2.4. Coupling Method

${M_i,W}_i$, $U_i{,O_i,S}_i$ and $C_i$ are all mutually independent. Each of these indices exhibits five possible values, with the exception of $S_i$, specifically, 0.00, 0.25, 0.50, 0.75, and 1.00. In our study, we considered seven possible values for $S_i$ (0.00, 0.08, 0.17, 0.25, 0.33, 0.50, 0.67). The independence and finite nature of each index establish two essential mathematical conditions for the joint probability distribution of discrete random variables. To comprehensively describe structural heterogeneity in all facets of forest stand spatial structure, we employed multiple distributions simultaneously by combining these six variables in a flexible and appropriate manner. We calculated the values of six spatial structure indices for a total of 637 trees in nine sample plots and calculated the relative frequency of trees with the same index value for all trees.

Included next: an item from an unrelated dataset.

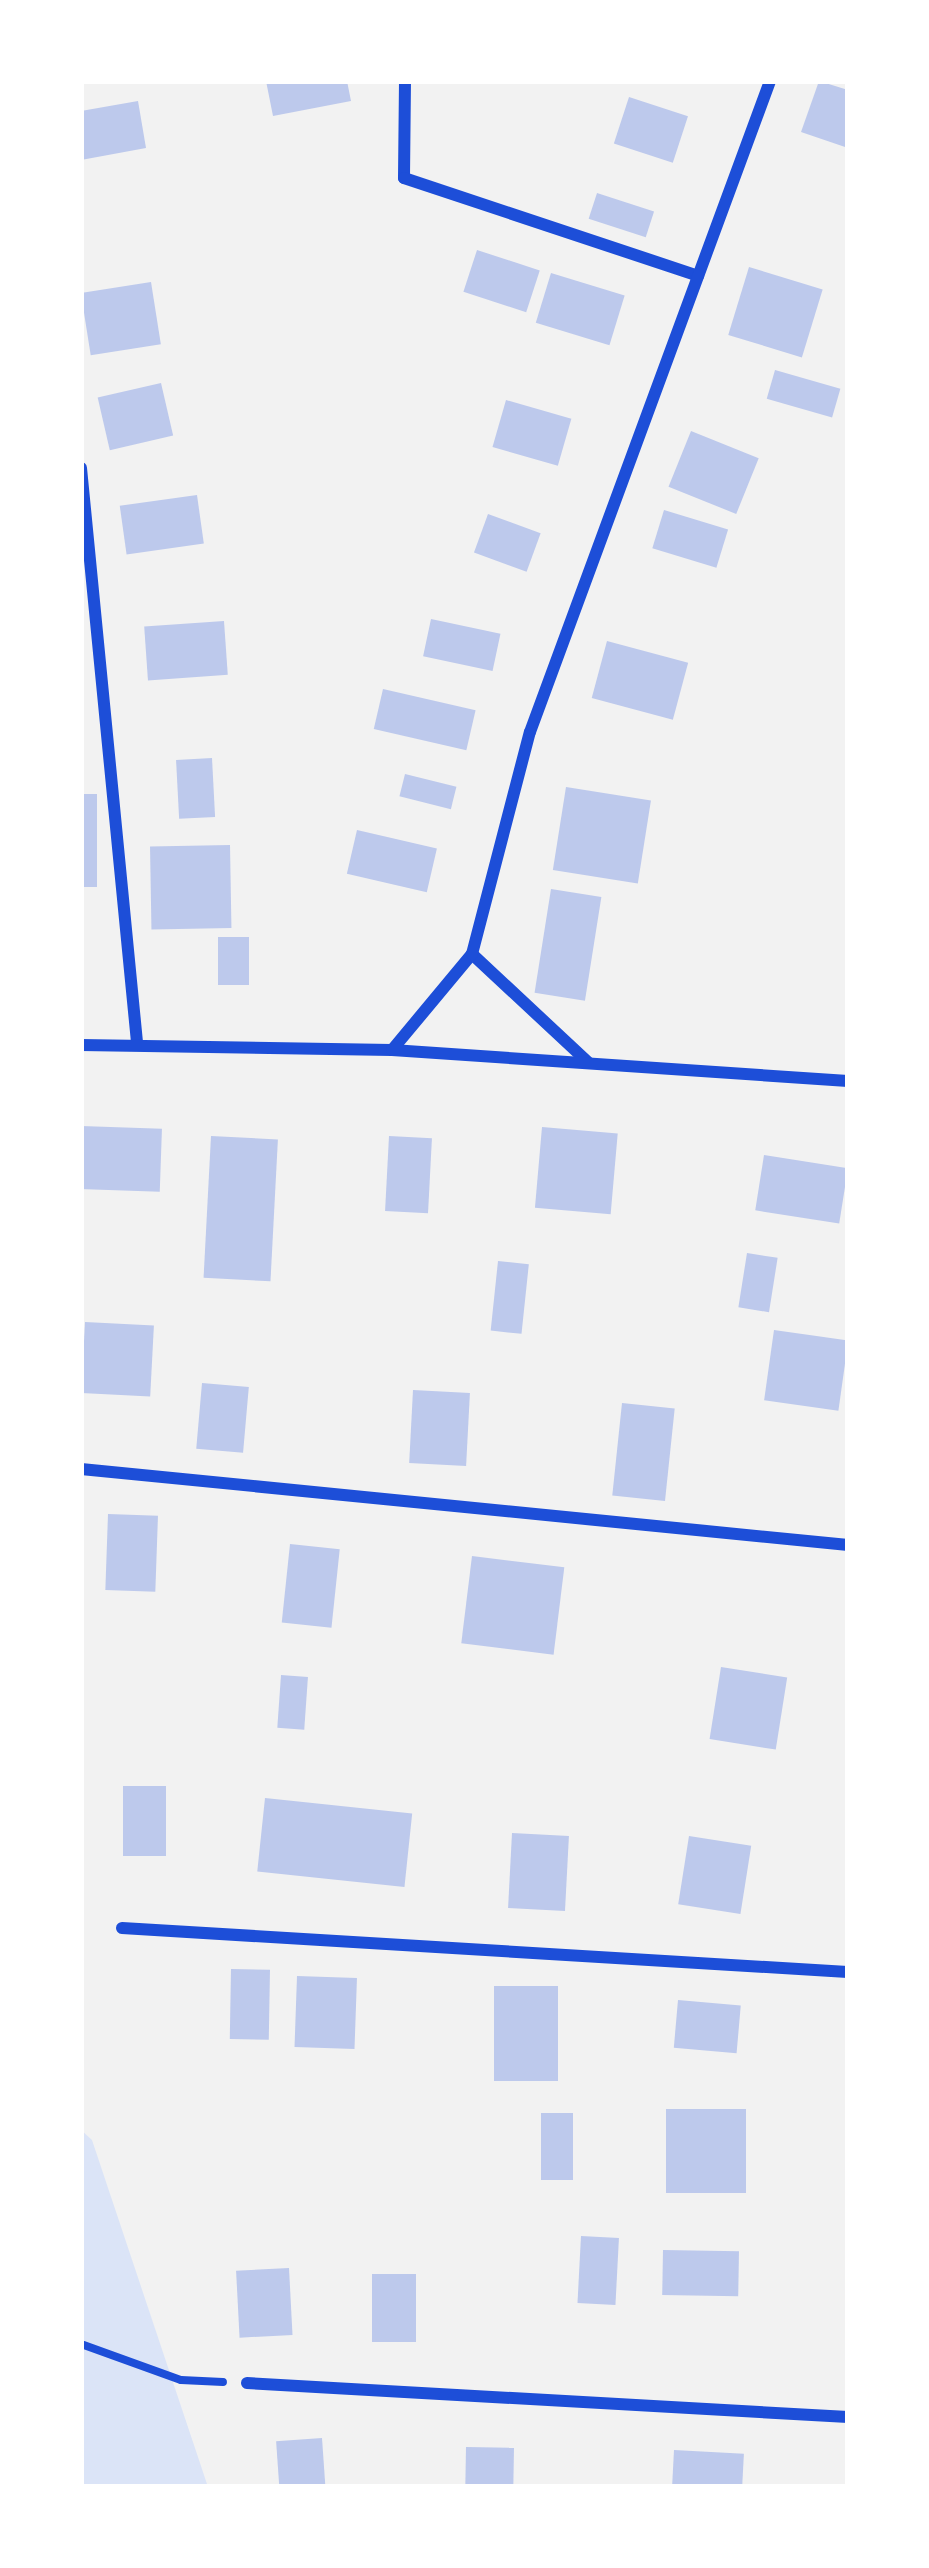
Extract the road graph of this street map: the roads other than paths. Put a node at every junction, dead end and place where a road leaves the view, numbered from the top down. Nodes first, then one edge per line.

This led to the derivation of 15 binary distributions, 20 ternary distributions, 15 quadratic distributions, 6 quintic distributions, and 1 hexadecimal distribution.

2.5. Statistical Analysis

We calculate the spatial structure indices ($W_i,M_i{,U}_i{,S}_i{,C}_i{,O}_i$) for each tree using a Visual Basic program developed within EXCEL. These six parameters were combined to construct a multivariate distribution and relative frequencies were subsequently calculated. Plot boundary correction and construction of a weighted Voronoi diagram are carried out using ArcGIS 10.4. The figures were generated using R 3.4.3 software.

3. Results

3.1. Multivariate Distribution of Spatial Structure Indices

Based on the results of spatial structure parameter calculations for 9 sample plots, it can be concluded that the degree of stand mixture was relatively low ($\overline{M}=$0.36), stand distribution pattern was clumped ($\overline{W}$= 0.54), stands were at a disadvantage in the stand ($\overline{U}$= 0.51), stand light penetration was moderately open ($\overline{O}$= 0.49), stand stratification was simple in the vertical direction ($\overline{S}$= 0.16), and the degree of stand crowding was moderate to mild ($\overline{C}$= 0.61).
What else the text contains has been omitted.